Task instructions
Show all lines below holding the string "Новинская".

--- Data for this task Enclosed Below ---

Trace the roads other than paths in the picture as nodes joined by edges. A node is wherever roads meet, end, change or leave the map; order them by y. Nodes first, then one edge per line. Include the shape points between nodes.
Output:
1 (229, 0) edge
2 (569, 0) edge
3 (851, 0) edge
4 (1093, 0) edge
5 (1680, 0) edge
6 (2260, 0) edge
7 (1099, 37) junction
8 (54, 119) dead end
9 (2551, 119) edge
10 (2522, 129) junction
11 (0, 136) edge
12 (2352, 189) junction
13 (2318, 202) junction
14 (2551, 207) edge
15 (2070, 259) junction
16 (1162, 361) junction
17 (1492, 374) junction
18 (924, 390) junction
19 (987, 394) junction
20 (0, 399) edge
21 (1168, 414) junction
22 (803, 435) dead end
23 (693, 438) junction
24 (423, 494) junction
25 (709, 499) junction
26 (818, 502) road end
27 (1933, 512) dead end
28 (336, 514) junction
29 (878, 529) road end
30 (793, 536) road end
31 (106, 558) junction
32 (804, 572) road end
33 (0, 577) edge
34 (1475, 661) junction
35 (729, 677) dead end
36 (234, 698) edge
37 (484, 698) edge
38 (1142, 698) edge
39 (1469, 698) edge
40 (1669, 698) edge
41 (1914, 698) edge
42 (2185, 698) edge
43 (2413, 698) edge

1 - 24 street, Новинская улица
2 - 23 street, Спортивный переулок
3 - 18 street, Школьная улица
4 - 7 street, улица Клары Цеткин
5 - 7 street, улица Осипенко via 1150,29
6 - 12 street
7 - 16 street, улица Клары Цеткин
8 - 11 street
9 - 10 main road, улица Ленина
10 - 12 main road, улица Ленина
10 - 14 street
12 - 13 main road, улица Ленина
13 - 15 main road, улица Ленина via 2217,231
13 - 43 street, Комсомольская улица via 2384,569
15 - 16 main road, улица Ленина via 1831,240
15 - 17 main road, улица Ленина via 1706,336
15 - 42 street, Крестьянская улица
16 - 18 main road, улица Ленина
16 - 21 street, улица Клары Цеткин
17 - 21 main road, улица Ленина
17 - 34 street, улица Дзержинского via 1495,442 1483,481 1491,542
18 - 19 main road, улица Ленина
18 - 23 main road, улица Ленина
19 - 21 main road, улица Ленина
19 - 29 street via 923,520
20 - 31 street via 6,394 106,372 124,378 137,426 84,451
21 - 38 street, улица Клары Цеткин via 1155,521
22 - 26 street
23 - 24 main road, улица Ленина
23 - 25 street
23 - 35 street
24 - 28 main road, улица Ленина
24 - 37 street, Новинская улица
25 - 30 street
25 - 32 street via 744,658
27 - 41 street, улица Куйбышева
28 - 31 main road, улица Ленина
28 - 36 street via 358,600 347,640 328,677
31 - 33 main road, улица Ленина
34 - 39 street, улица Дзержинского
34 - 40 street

--- End of Enclosed Data for this task ---

Finished exercise
1 - 24 street, Новинская улица
24 - 37 street, Новинская улица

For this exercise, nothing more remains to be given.